> On 02/14/12 00:38, Alexander Motin wrote:
>> I see no much point in committing them sequentially, as they are quite
>> orthogonal. I need to make one decision. I am going on small vacation
>> next week. It will give time for thoughts to settle. May be I indeed
>> just clean previous patch a bit and commit it when I get back. I've
>> spent too much time trying to make these things formal and so far
>> results are not bad, but also not so brilliant as I would like. May be
>> it is indeed time to step back and try some more simple solution.
> I've decided to stop those cache black magic practices and focus on things
> that really exist in this world -- SMT and CPU load. I've dropped most of
> cache related things from the patch and made the rest of things more strict
> and predictable:
This looks great. I think there is value in considering the other
approach further but I would like to do this part first. It would be nice
to also add priority as a greater influence in the load balancing as well.
> This patch adds check to skip fast previous CPU selection if it's SMT
> neighbor is in use, not just if no SMT present as in previous patches.

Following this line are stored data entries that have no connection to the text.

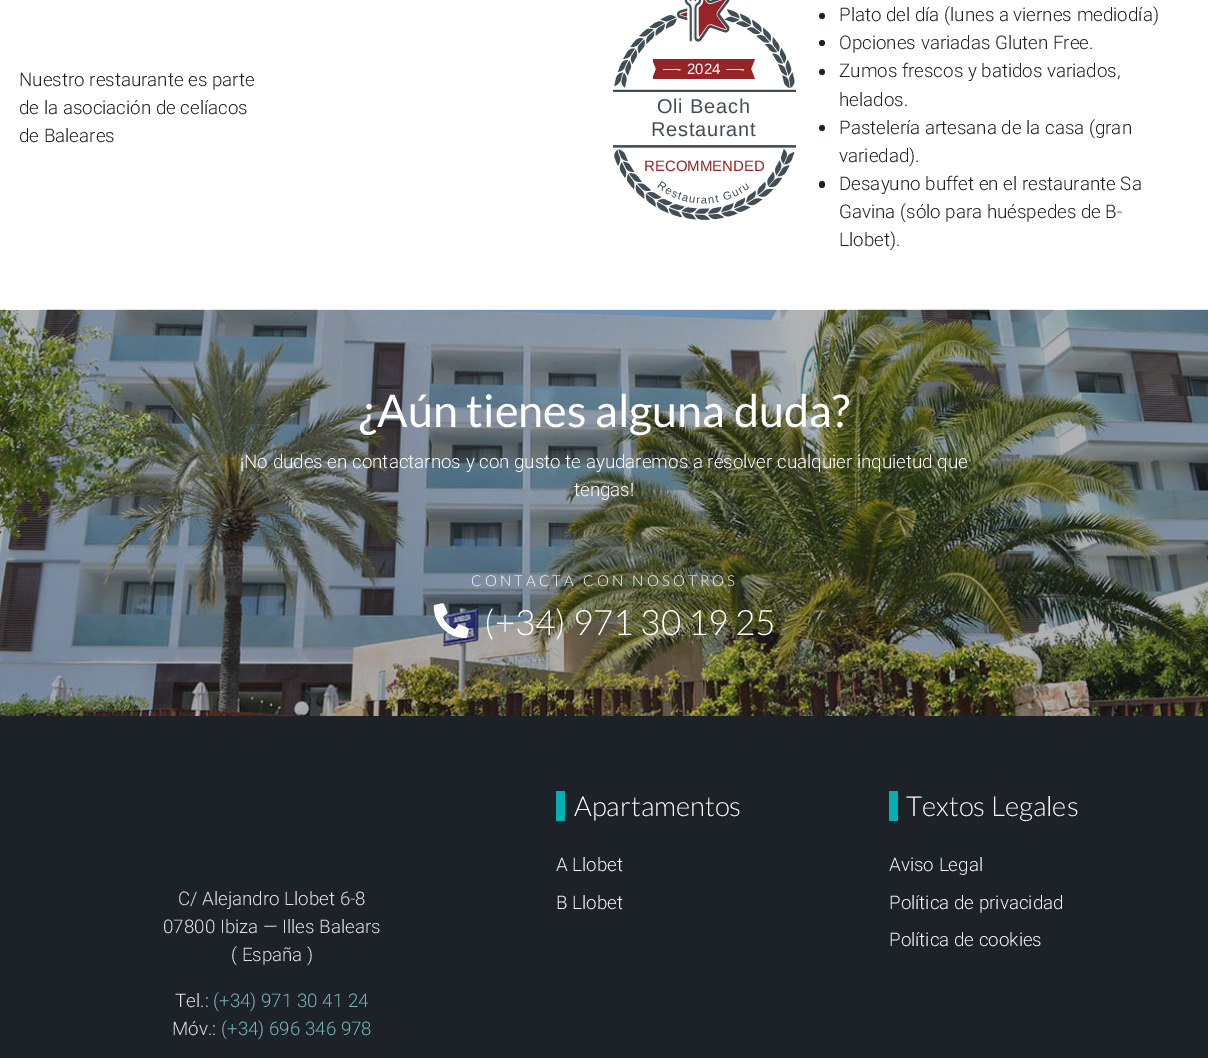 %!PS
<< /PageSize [1208 1058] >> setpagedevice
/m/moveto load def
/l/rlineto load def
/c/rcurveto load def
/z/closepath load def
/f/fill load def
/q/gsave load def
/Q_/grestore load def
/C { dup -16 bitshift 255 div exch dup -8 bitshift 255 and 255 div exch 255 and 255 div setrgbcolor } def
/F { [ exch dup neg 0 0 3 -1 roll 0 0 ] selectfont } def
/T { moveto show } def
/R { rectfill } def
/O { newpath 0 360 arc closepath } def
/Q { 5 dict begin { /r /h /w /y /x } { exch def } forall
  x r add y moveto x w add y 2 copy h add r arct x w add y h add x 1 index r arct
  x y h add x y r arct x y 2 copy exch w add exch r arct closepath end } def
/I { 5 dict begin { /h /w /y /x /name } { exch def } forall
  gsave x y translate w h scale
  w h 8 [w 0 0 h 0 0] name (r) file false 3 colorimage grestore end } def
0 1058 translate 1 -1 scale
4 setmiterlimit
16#FFFFFF C
0 0 1208 1058 R
/Roboto-Light 18.75 F
16#1D2228 C
(Nuestro restaurante es parte) 19 86 T
(de la asociación de celíacos) 19 114 T
(de Baleares) 19 142 T
(1.rgb) 613 0 183 92 I
q
653 59 102 20 rectclip
16#972428 C
755 59 m -103 0 l 4 10 l -4 10 l 103 0 l -4 -10 l z f
Q_
16#FFFFFF C
663.5 69 m 16.5 0 l .5 .5 l .5 1.5 -3 .5 -3 .5 c -14 0 l -.5 0 -.5 -1 0 -1 c z f
727 69 m 16.5 0 l .5 .5 l 0 1.5 -3 .5 -3.5 .5 c -13.5 0 l -.5 0 -.5 -1 0 -1 c z f
/LiberationSans-Regular 15 F
(2024) 687 74 T
/LiberationSans-Regular 20 F
16#424E56 C
657 113 m .75 0 (Oli Beach) ashow
651 136 m .75 0 (Restaurant) ashow
(2.rgb) 613 145 183 75 I
/LiberationSans-Regular 15 F
16#972428 C
(RECOMMENDED) 644 171 T
(3.rgb) 657 181 93 23 I
16#1D2228 C
822 16 3 O f
/Roboto-Light 18.75 F
(Plato del día \(lunes a viernes mediodía\)) 839 21 T
822 43 3 O f
(Opciones variadas Gluten Free.) 839 49 T
822 72 3 O f
(Zumos frescos y batidos variados,) 839 77 T
(helados.) 839 106 T
822 128 3 O f
(Pastelería artesana de la casa \(gran) 839 134 T
(variedad\).) 839 162 T
819 181 6 7 3 Q f
(Desayuno buffet en el restaurante Sa) 839 190 T
(Gavina \(sólo para huéspedes de B-) 839 218 T
(Llobet\).) 839 246 T
(4.rgb) 0 309 1208 407 I
/Lato-Regular 45 F
16#FFFFFF C
(¿Aún tienes alguna duda?) 359 427 T
/Roboto-Light 18.75 F
(¡No dudes en contactarnos y con gusto te ayudaremos a resolver cualquier inquietud que) 240 468 T
(tengas!) 574 496 T
/Lato-Light 15 F
471 586 m 3.1 0 (CONTACTA CON NOSOTROS) ashow
(5.rgb) 433 603 36 36 I
/Lato-Light 35 F
(\(+34\) 971 30 19 25) 484 635 T
16#1D2228 C
0 716 1208 342 R
16#00B0B2 C
556 791 9 30 R
/Lato-Light 27.5 F
16#FFFFFF C
(Apartamentos) 574 816 T
/Roboto-Light 18.75 F
16#F5F5F5 C
(A Llobet) 556 871 T
(B Llobet) 556 909 T
16#00B0B2 C
889 791 9 30 R
/Lato-Light 27.5 F
16#FFFFFF C
(Textos Legales) 906 816 T
/Roboto-Light 18.75 F
16#F5F5F5 C
(Aviso Legal) 889 871 T
(Política de privacidad) 889 909 T
(Política de cookies) 889 946 T
16#E1E2E2 C
(C/ Alejandro Llobet 6-8) 178 905 T
(07800 Ibiza — Illes Balears) 163 933 T
(\( España \)) 231 961 T
(Tel.:) 175 1007 T
16#79B5B5 C
(\(+34\) 971 30 41 24) 213 1007 T
16#E1E2E2 C
(Móv.:) 172 1035 T
16#79B5B5 C
(\(+34\) 696 346 978) 221 1035 T
showpage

> I've took affinity/preference algorithm from the first patch and improved it.
> That makes pickcpu() to prefer previous core or it's neighbors in case of
> equal load. That is very simple to keep it, but still should give cache hits.
> I've changed the general algorithm of topology tree processing. First I am
> looking for idle core on the same last-level cache as before, with affinity
> to previous core or it's neighbors on higher level caches. Original code
> could put additional thread on already busy core, while next socket is
> completely idle. Now if there is no idle core on this cache, then all other
> CPUs are checked.
> CPU groups comparison now done in two steps: first, same as before, compared
> summary load of all cores; but now, if it is equal, I am comparing load of
> the less/most loaded cores. That should allow to differentiate whether load 2
> really means 1+1 or 2+0. In that case group with 2+0 will be taken as more
> loaded than one with 1+1, making group choice more grounded and predictable.

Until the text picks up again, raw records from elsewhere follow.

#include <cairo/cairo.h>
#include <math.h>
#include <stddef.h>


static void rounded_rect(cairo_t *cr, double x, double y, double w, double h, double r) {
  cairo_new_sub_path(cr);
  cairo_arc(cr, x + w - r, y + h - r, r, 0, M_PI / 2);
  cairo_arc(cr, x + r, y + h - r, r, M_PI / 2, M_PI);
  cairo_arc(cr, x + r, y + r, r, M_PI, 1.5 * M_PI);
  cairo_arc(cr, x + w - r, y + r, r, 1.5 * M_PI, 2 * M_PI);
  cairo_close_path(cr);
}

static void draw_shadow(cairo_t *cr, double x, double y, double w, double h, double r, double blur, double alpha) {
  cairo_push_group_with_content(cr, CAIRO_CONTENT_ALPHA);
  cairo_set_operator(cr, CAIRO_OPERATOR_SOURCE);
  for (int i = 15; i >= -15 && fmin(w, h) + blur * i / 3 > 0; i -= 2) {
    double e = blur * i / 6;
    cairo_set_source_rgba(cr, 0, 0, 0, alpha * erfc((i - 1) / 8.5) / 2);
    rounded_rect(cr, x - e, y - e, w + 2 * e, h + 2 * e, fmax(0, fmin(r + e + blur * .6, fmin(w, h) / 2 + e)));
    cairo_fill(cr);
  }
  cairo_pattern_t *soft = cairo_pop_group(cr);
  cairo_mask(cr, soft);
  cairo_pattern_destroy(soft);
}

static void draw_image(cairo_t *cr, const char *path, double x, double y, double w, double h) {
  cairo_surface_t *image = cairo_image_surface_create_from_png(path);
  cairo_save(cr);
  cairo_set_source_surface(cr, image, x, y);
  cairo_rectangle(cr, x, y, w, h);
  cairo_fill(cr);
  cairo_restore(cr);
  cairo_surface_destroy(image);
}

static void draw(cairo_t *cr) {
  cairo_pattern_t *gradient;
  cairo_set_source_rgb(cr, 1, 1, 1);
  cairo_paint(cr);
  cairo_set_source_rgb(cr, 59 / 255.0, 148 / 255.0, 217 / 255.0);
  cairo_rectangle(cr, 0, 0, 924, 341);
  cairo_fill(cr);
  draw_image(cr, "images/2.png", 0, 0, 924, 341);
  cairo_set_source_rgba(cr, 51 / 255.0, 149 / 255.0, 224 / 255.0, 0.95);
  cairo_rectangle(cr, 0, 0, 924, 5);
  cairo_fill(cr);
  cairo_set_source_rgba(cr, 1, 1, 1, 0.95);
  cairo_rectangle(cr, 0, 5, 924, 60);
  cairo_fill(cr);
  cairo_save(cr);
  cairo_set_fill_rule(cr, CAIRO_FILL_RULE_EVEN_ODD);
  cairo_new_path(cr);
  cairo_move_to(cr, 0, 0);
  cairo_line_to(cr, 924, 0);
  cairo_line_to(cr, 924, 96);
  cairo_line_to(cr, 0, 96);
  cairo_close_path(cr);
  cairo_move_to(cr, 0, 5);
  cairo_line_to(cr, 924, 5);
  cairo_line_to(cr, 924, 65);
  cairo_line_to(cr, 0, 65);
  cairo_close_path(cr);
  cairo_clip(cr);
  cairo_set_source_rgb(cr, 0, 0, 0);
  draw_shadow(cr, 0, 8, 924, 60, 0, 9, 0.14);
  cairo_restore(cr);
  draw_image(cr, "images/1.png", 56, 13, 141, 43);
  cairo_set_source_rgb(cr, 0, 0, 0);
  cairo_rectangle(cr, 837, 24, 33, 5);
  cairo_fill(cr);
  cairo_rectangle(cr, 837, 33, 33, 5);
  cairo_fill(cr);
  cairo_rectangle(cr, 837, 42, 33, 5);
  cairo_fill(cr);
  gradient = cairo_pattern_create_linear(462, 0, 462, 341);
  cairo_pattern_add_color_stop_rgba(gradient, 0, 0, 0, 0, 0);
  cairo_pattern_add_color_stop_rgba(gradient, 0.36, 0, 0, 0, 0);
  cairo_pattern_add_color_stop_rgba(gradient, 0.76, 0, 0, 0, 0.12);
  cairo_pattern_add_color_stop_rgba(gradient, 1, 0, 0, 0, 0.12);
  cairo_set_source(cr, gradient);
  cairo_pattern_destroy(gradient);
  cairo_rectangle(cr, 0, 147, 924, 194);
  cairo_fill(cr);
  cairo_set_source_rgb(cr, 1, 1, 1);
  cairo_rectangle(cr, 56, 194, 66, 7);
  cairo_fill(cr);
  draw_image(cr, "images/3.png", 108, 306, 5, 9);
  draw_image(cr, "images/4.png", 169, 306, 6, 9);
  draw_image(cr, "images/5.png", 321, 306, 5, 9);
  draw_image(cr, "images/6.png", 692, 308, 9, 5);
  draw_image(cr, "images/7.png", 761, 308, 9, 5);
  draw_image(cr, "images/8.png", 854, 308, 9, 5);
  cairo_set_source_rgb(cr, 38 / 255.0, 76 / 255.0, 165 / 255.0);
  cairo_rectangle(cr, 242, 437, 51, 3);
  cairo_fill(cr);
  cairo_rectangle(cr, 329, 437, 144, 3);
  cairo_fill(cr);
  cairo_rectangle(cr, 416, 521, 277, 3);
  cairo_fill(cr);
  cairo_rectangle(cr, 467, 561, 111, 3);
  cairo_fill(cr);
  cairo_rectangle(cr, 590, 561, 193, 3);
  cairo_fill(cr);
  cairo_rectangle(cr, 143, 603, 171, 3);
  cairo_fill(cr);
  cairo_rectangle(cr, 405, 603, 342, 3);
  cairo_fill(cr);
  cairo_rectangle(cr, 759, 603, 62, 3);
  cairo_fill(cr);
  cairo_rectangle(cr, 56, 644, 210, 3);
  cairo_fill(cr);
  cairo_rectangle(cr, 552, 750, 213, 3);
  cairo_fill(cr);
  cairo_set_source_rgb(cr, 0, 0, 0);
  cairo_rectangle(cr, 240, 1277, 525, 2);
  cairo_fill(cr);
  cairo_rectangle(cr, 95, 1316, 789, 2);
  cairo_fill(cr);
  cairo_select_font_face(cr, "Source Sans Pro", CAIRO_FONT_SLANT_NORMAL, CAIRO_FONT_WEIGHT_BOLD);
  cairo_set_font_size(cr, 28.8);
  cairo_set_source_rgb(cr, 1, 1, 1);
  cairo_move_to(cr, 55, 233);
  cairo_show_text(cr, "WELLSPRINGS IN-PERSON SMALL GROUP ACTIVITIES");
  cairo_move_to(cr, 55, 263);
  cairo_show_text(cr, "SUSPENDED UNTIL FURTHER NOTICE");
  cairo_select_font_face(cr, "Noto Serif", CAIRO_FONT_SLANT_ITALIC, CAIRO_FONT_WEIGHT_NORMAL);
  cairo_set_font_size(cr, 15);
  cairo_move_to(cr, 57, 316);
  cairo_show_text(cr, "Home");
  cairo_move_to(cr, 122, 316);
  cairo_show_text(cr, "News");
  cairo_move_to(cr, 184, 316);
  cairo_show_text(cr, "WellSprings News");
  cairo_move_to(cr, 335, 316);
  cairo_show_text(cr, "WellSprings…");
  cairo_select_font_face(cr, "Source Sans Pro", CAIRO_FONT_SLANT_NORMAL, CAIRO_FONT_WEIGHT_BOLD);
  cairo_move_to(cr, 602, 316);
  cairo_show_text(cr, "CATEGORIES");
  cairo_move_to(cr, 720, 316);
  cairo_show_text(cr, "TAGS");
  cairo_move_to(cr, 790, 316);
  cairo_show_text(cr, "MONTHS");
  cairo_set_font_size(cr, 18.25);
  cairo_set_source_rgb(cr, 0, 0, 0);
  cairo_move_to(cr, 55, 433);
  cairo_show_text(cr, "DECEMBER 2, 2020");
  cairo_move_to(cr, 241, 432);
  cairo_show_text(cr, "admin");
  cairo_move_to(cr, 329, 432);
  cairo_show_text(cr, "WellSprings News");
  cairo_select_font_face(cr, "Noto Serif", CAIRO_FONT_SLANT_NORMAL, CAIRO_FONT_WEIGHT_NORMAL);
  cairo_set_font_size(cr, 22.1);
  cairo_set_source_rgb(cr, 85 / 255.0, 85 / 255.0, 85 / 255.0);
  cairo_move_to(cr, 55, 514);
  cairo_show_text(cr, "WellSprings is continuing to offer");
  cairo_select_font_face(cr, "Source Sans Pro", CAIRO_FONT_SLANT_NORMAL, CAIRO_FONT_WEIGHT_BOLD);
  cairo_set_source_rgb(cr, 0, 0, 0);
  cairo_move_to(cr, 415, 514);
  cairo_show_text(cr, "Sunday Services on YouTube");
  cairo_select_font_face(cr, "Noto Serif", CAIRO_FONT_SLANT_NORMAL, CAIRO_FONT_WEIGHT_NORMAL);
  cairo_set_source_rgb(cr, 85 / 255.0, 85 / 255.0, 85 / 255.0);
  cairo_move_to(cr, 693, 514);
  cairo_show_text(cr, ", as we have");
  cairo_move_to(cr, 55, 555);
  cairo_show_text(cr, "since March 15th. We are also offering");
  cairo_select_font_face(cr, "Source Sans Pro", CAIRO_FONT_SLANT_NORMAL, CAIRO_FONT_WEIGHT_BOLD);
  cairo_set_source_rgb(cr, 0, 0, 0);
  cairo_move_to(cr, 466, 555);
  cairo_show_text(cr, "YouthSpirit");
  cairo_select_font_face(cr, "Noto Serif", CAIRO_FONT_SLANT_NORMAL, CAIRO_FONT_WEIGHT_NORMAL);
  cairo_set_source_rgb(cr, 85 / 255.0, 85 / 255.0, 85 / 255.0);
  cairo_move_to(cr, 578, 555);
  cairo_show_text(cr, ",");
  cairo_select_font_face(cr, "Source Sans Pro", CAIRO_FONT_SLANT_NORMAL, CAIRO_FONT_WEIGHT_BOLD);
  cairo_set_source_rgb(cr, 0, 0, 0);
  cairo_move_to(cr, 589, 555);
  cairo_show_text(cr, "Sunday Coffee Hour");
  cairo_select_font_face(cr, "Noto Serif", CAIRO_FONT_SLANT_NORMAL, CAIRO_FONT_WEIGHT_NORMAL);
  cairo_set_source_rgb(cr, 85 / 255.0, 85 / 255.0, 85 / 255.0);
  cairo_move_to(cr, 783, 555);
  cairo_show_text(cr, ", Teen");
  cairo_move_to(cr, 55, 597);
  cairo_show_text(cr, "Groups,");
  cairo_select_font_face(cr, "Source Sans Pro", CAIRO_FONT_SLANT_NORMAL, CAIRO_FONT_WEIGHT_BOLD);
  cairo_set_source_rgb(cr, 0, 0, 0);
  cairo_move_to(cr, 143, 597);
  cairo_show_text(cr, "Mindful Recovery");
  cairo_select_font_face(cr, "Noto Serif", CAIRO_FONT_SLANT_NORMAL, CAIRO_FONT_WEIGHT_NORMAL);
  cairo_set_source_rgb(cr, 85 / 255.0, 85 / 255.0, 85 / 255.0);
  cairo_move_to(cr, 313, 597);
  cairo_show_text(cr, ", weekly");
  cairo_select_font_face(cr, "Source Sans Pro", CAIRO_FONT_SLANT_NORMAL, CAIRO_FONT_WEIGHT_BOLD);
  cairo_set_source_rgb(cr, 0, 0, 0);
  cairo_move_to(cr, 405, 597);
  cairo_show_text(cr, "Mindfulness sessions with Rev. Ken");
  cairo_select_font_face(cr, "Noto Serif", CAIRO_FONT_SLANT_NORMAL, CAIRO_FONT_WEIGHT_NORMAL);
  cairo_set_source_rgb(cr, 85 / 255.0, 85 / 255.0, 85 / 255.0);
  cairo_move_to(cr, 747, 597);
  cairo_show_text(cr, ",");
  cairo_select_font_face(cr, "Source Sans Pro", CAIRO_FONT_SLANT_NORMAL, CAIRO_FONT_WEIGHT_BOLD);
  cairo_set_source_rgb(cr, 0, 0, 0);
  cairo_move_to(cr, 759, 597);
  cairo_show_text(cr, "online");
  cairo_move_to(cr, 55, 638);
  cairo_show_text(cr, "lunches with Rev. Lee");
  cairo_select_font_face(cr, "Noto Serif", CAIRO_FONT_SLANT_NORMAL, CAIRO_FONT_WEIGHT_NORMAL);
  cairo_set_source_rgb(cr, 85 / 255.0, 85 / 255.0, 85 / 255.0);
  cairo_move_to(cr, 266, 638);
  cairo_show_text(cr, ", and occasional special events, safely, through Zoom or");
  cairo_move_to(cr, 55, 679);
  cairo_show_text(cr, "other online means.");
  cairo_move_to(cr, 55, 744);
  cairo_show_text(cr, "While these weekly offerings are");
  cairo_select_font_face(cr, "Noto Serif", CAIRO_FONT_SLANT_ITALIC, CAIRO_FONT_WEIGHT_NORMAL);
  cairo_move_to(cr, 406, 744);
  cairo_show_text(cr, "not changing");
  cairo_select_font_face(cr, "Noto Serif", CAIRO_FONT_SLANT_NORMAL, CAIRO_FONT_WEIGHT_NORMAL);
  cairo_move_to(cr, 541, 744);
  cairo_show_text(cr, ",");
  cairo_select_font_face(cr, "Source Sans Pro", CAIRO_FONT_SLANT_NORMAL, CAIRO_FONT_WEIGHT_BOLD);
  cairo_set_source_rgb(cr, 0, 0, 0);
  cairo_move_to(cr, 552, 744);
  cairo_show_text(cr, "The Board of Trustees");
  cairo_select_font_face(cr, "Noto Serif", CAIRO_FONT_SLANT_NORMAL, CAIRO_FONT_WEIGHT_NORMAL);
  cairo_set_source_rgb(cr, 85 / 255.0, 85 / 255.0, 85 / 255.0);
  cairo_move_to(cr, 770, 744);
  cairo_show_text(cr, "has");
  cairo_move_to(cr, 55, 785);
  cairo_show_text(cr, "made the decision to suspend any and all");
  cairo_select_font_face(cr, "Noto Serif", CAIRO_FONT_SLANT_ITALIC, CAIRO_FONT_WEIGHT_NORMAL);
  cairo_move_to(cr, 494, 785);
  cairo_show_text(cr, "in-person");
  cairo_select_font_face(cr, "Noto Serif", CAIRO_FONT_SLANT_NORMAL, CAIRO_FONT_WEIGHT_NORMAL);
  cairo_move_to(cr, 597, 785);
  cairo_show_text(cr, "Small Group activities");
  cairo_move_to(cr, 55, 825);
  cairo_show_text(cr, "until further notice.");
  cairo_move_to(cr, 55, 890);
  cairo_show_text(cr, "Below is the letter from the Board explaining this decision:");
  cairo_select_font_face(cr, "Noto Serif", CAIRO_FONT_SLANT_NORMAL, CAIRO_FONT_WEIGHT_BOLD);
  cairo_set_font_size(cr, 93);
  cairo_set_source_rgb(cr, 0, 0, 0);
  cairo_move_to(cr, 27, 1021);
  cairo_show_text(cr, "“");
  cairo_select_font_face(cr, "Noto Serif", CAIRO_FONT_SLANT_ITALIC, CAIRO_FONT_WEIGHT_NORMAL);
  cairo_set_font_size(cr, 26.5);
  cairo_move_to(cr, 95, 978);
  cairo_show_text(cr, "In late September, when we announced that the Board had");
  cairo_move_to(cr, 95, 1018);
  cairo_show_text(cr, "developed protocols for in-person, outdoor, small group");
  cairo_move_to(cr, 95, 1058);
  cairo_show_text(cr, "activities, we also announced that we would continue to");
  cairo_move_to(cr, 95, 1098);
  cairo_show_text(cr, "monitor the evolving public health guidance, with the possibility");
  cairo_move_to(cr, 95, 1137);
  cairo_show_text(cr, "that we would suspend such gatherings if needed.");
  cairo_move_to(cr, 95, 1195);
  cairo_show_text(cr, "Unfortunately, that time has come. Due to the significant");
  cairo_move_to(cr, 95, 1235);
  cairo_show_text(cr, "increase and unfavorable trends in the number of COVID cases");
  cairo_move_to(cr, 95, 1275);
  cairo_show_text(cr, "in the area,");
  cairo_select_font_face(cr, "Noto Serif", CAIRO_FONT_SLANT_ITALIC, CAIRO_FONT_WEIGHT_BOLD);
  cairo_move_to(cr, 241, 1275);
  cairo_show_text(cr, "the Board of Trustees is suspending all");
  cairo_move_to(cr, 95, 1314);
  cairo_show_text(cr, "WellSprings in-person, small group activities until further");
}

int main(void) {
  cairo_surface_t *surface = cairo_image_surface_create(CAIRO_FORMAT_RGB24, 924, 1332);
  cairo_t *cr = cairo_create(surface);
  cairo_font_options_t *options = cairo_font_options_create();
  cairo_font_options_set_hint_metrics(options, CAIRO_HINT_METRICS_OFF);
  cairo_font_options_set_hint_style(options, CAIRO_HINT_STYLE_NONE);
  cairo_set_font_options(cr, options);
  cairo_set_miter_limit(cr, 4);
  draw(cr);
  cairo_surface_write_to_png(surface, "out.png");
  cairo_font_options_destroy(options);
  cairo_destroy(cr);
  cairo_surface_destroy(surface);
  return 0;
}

> I've added randomization in case if all above factors are equal.
This all sounds good. I will need to review in detail but the approach
seems straightforward and fixes corner cases that are undesirable.
> As before I've tested this on Core i7-870 with 4 physical and 8 logical cores
> and Atom D525 with 2 physical and 4 logical cores. On Core i7 I've got
> speedup up to 10-15% in super-smack MySQL and PostgreSQL indexed select for
> 2-8 threads and no penalty in other cases. pbzip2 shows up to 13% performance
> increase for 2-5 threads and no penalty in other cases.
Can you also test buildworld or buildkernel with a -j value twice the
number of cores? This is an interesting case because it gets little
benefit from from affinity and really wants the best balancing possible.
It's also the first thing people will complain about if it slows.
> Tests on Atom show mostly about the same performance as before in database
> benchmarks: faster for 1 thread, slower for 2-3 and about the same for other
> cases. Single stream network performance improved same as for the first
> patch. That CPU is quite difficult to handle as with mix of effective SMT and
> lack of L3 cache different scheduling approaches give different results in
> different situations.
> Specific performance numbers can be found here:
> http://people.freebsd.org/~mav/bench.ods > Every point there includes at least 5 samples and except pbzip2 test that is
> quite unstable with previous sources all are statistically valid.
> Florian is now running alternative set of benchmarks on dual-socket hardware
> without SMT.